C’est l’affolement. Les prix des grains évoluent au gré des nouvelles parvenues d’Ukraine où le conflit armé engagé par la Russie menace la sécurité alimentaire de l’ensemble de la planète. La semaine dernière, les prix des céréales battaient chaque jour un record. Le 7 mars dernier, la tonne de blé valait 380 € et celle de maïs, 350 €.
Des pays importateurs font face à des défauts d’approvisionnement, quand ils ne retirent pas tout simplement leurs appels d’offres faute de propositions intéressantes.
Dans les faits, la planète ne manque pourtant ni de céréales, ni d’engrais N, P, K. Mais l’Ukraine, la Russie et la Biélorussie contrôlent une grande partie des marchés de ces commodités.
En temps normal, 29 % des quantités de blé exportées dans le monde sont ukrainiennes et russes, souligne FranceAgriMer. Pour le maïs et l’orge, les proportions sont respectivement de 21 % et de 28 %. Par ailleurs, 17 % du commerce mondial des engrais phosphatés est assuré par la Russie et 40 % des potasses exportées dans le monde sont biélorusses et russes.
Dans les semaines qui précédaient le conflit, un volume record de grains (5,1 Mt) a été expédié d’Ukraine, majoritairement du maïs (3,8 Mt) avant que la zone soit décrétée « zone à hauts risques » ne rende le transport maritime inassurable.
Des émeutes de la faim en perspectives
Mais depuis quelques jours, les ports ukrainiens et russes sont à l’arrêt.

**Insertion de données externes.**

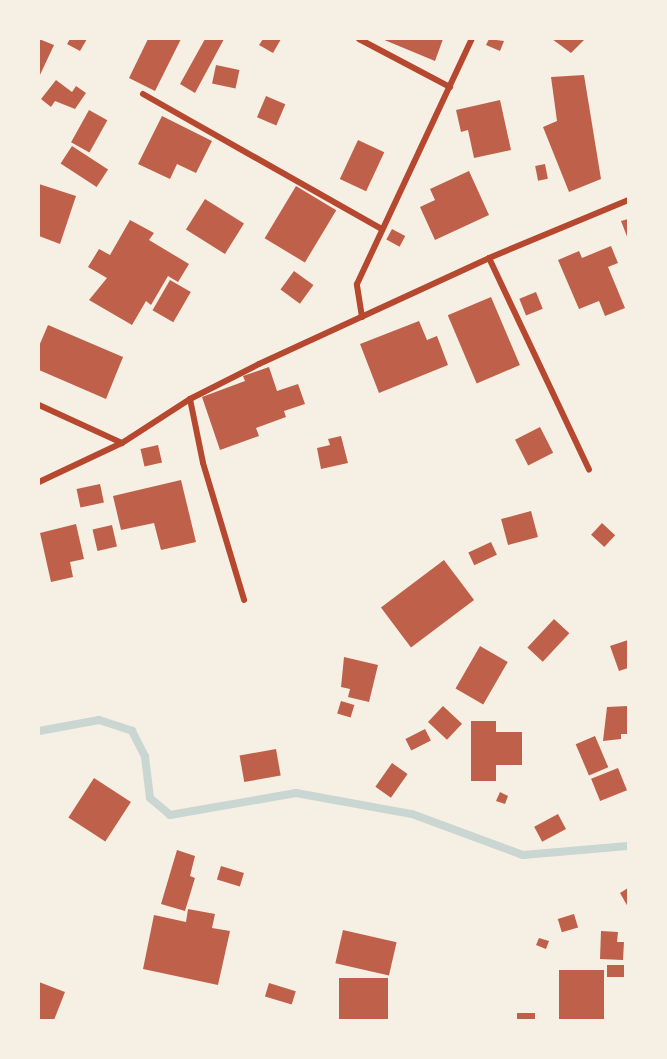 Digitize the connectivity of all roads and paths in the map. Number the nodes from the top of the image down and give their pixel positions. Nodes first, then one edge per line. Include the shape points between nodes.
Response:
1 (359, 39) edge
2 (472, 39) edge
3 (450, 87) junction
4 (143, 93) dead end
5 (628, 201) edge
6 (380, 228) junction
7 (489, 258) junction
8 (362, 317) junction
9 (190, 399) junction
10 (39, 405) edge
11 (122, 443) junction
12 (589, 470) dead end
13 (39, 482) edge
14 (244, 600) dead end

1 - 3 street
2 - 3 street
3 - 6 street
4 - 6 street
5 - 7 street
6 - 8 street via 357,284
7 - 8 street
7 - 12 street
8 - 9 street
9 - 11 street
9 - 14 street via 203,462
10 - 11 street
11 - 13 street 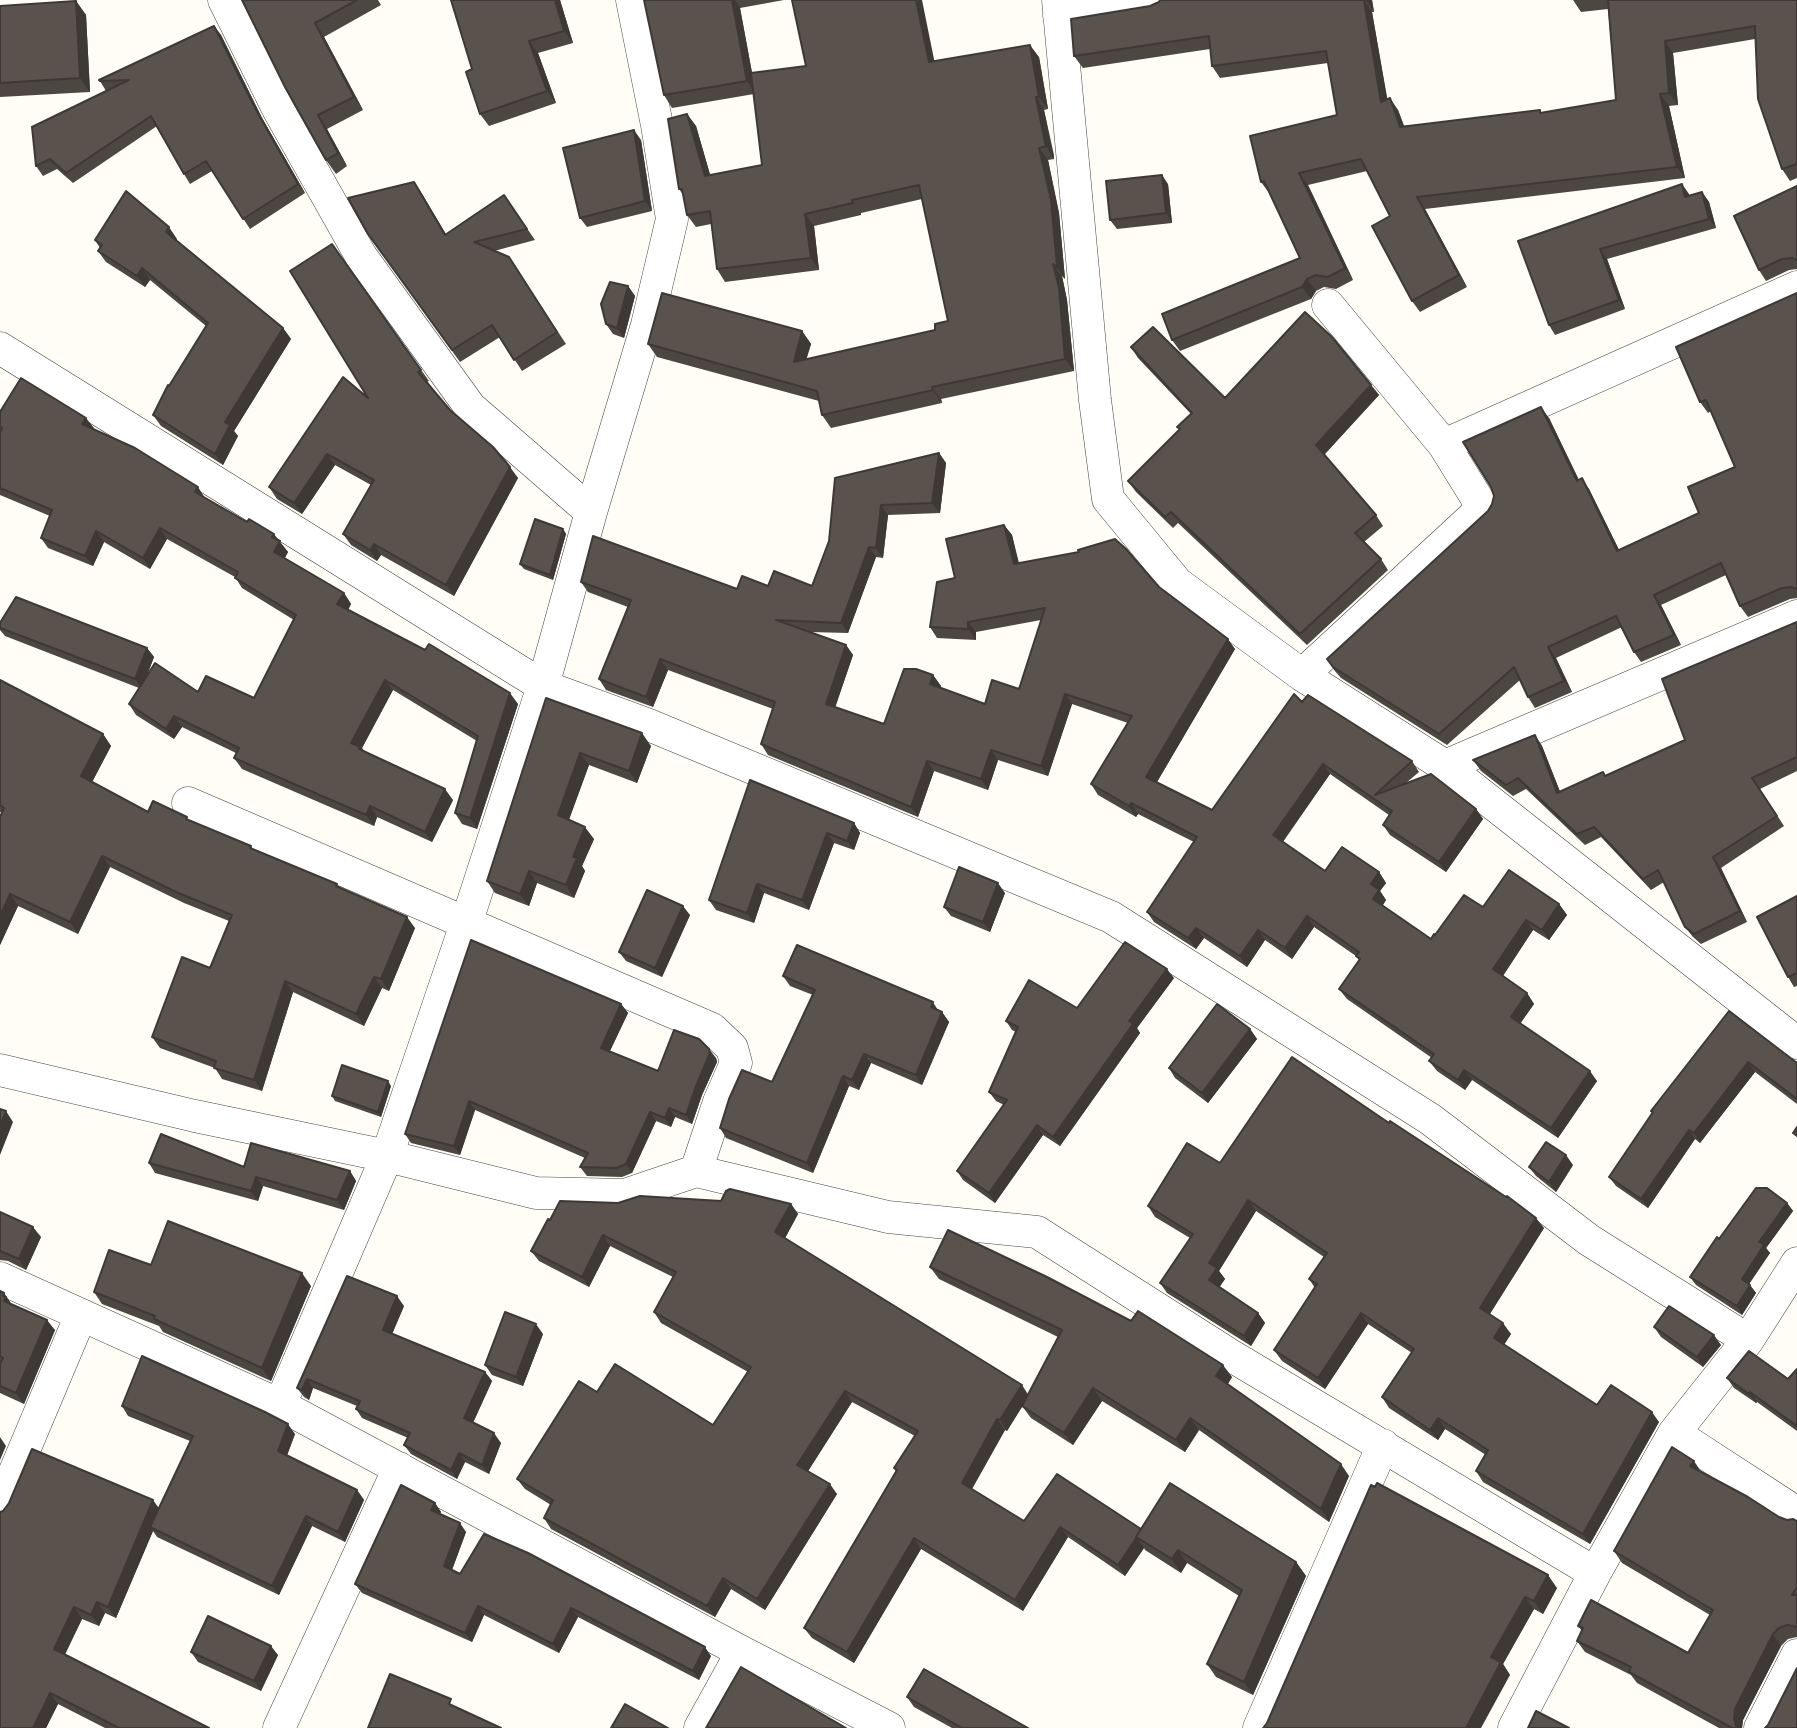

Or 18 Mt de blé et les 20 Mt de maïs encore en stock en Russie et en Ukraine sont prêtes à être exportées.
Dans le reste du monde, les États-Unis ou l’Australie ne sont pas en mesure de compenser les volumes de grains indisponibles à la vente dans le bassin de la mer Noire, et encore moins la France. Par ailleurs, une partie de la campagne mondiale de maïs se joue dans les prochaines semaines en Amérique du Sud où La Nina pointe de nouveau son nez.
Enfin, les niveaux de prix atteints par les engrais sont les premiers signaux avant-coureurs d’une pénurie d’approvisionnement à venir, menaçant la récolte 2022 et celle de la campagne suivante. Les commandes d’engrais se font toujours par anticipation, près de six mois à l’avance.
Dans les pays émergents, toutes les conditions sont réunies pour qu’émergent de nouvelles « révoltes contre la faim » avec les hausses des prix des céréales et de la farine.
Les pays importateurs de blé sans stocks de réserves (Liban, pays africains subsahariens), qui s’approvisionnent dans le bassin de la mer Noire, rencontrent déjà de sérieuses difficultés. Ils doivent revoir dans l’urgence leur politique d’approvisionnement sans avoir pour autant de nombreuses alternatives qui s’offrent à eux.
Une prochaine campagne commercialisable
Et en Afrique du Nord se profile d’ores et déjà une prochaine campagne 2022-2023 difficile si la guerre en Ukraine se poursuit. Les pays maghrébins importent l’équivalent de deux tiers de leur consommation en blé et pour les approvisionner, le bassin de la mer Noire était devenu leur principal fournisseur. L’Algérie devra de nouveau se tourner vers la France pour se faire livrer du blé. Et le Maroc confronté à un déficit de précipitation sans précédent, sait d’ores et déjà que sa prochaine récolte sera très faible.
Mais y aura-t-il seulement une récolte commercialisable en Ukraine et en Russie l’été prochain ? En Ukraine, l’extension du conflit menace les capacités de production du pays. Les champs de blé deviennent progressivement des champs de bataille. Et les agriculteurs maqueront de gasoil. En Russie, les taxes et les quotas à l’exportation de céréales d’une part et les taux d’intérêt des prêts de campagne de 20 % et plus d’autre part, amputent les capacités de financement de la prochaine campagne des agriculteurs.